Toca reunión de nuevo. Cada uno va contando lo que tiene y de lo que va a hablar, los cortes que lleva su sección, cuándo entran, etc. El director se marcha a su ordenador para elaborar la escaleta. Todos quieren más tiempo, pero con el nuevo formato de una hora no puede ser, y es un rompecabezas para él organizarlo todo. Después de un rato la escaleta está aún caliente recién salida de la impresora. El equipo se va a la pecera, menos la técnico, que se queda fuera, hacen las pruebas de sonido y prueban a lanzar cada uno de los cortes, las cabeceras, las cortinillas, etc. El programa está listo para hacerse en directo al día siguiente lunes.
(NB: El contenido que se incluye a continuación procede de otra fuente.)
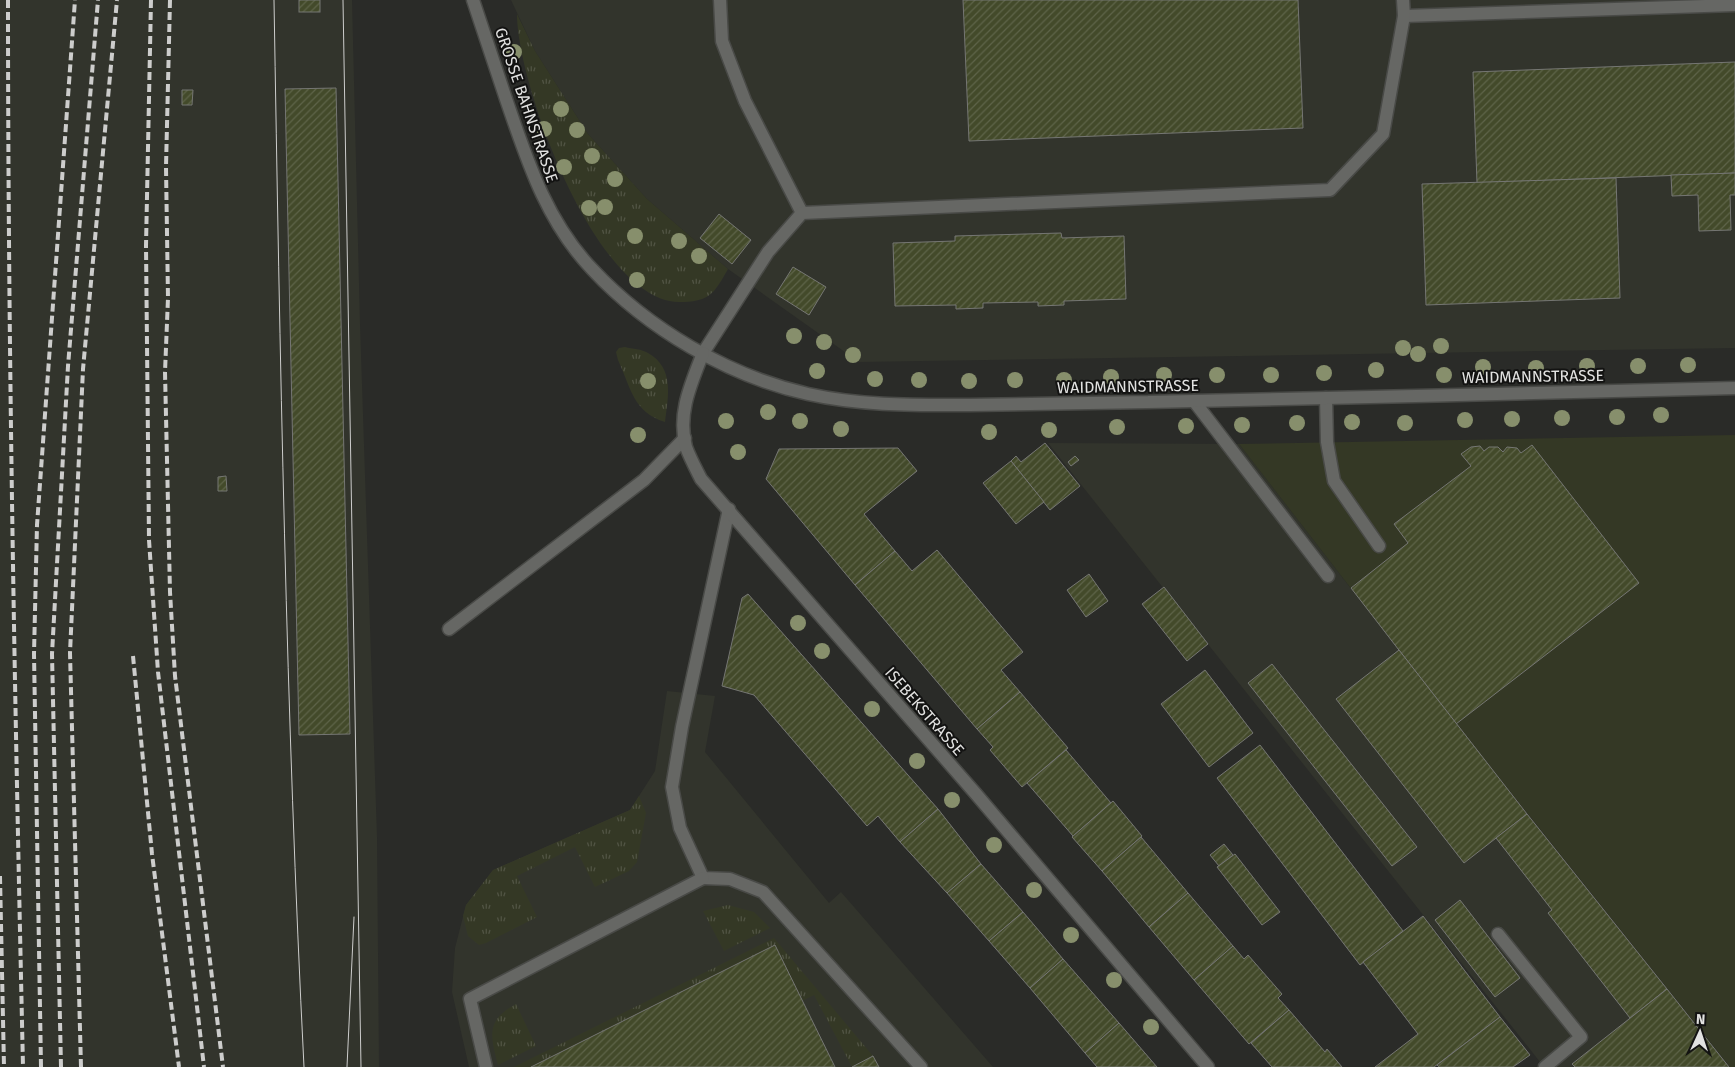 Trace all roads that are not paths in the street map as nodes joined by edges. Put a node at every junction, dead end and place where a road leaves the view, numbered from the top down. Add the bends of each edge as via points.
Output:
1 (473, 0) edge
2 (720, 0) edge
3 (1403, 0) edge
4 (1735, 5) edge
5 (1404, 16) junction
6 (802, 212) junction
7 (571, 243) joint
8 (703, 353) junction
9 (1735, 388) edge
10 (1326, 398) junction
11 (1194, 401) junction
12 (685, 438) junction
13 (728, 509) junction
14 (1379, 546) dead end
15 (1328, 576) dead end
16 (449, 629) dead end
17 (703, 878) junction
18 (1498, 934) dead end
19 (486, 1067) edge
20 (921, 1067) edge
21 (1208, 1067) edge
22 (1544, 1067) edge

1 - 7 street, GROSSE BAHNSTRASSE via 530,172
2 - 6 street via 722,41 738,84
3 - 5 street
4 - 5 street
5 - 6 street via 1383,134 1330,190
6 - 8 street, ISEBEKSTRASSE via 768,252
7 - 8 street, WAIDMANNSTRASSE via 589,266 632,307
8 - 11 street, WAIDMANNSTRASSE via 772,384 868,404
8 - 12 street, ISEBEKSTRASSE via 684,405
9 - 10 street, WAIDMANNSTRASSE
10 - 11 street, WAIDMANNSTRASSE
10 - 14 street via 1327,442 1334,481
11 - 15 street
12 - 13 street, ISEBEKSTRASSE via 701,479
12 - 16 street via 644,480
13 - 17 street via 672,786 680,828
13 - 21 street, ISEBEKSTRASSE
17 - 19 street via 470,999
17 - 20 street via 730,878 763,892
18 - 22 street via 1581,1037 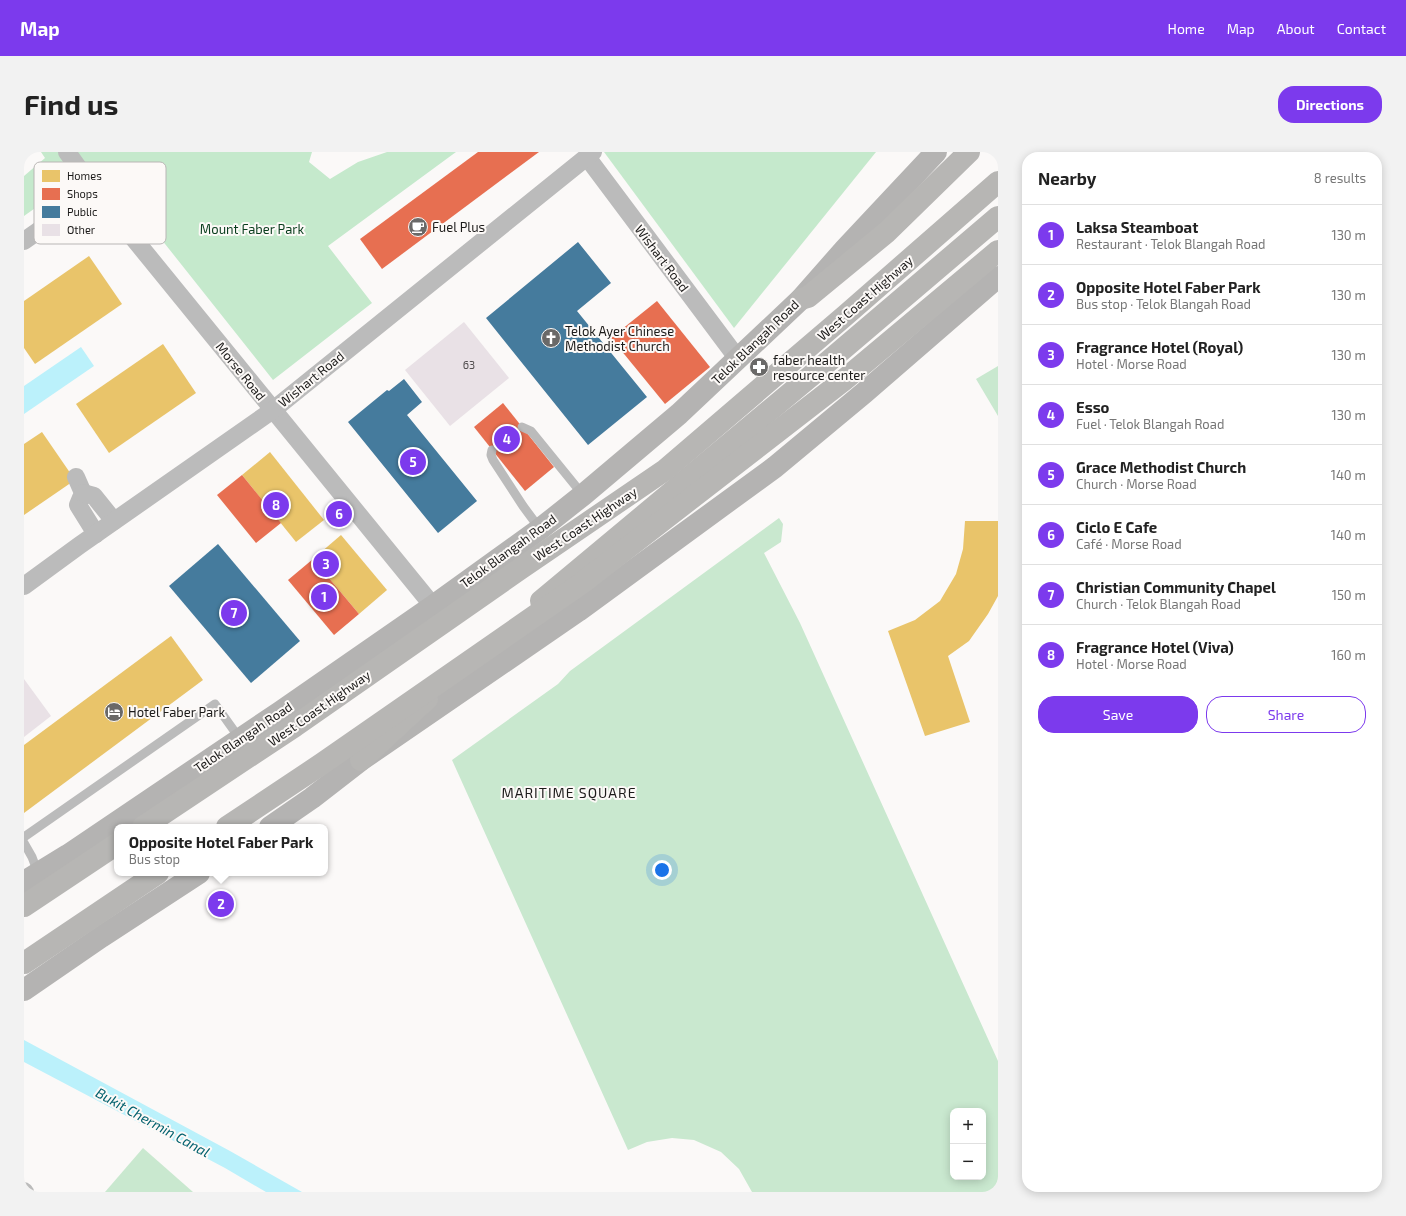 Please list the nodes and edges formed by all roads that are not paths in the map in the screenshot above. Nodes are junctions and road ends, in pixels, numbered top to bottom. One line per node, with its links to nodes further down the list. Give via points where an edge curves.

Le preguntamos los pasos que han seguido hasta llegar a la FM: “Al principio fuimos tirando como podíamos con la radio del colegio, grabábamos en directo, pero si salía algo mal lo repetíamos, luego lo montábamos e íbamos sacando el podcast. El oyente nunca nos escuchaba en directo, sino que eran podcast. Creamos nuestra página web y lo íbamos colgando ahí. Nos movíamos por el boca a boca o las redes sociales. Un día llegó la llamada de una radio local, que nos invitaba a tomar asiento en su parrilla. Tuvimos que reducir de dos horas a una, meter publicidad y no cobrar nada. En verdad no nos importa el dinero, aunque tampoco nos gusta que se lo lleven otros por lo que hacemos. Ahora mismo nos encontramos bien, tenemos la posibilidad de emitir en directo en FM y tenemos nuestro público, vamos creciendo, eso es lo importante”

Antes de despedirse de nosotros nos da un consejo: “Tened cuidado con la radio, si la probáis ya no saldréis, miradnos a nosotros, nadie ha matado a la radio, porque como la energía se transforma, y envejece mejor que los humanos”.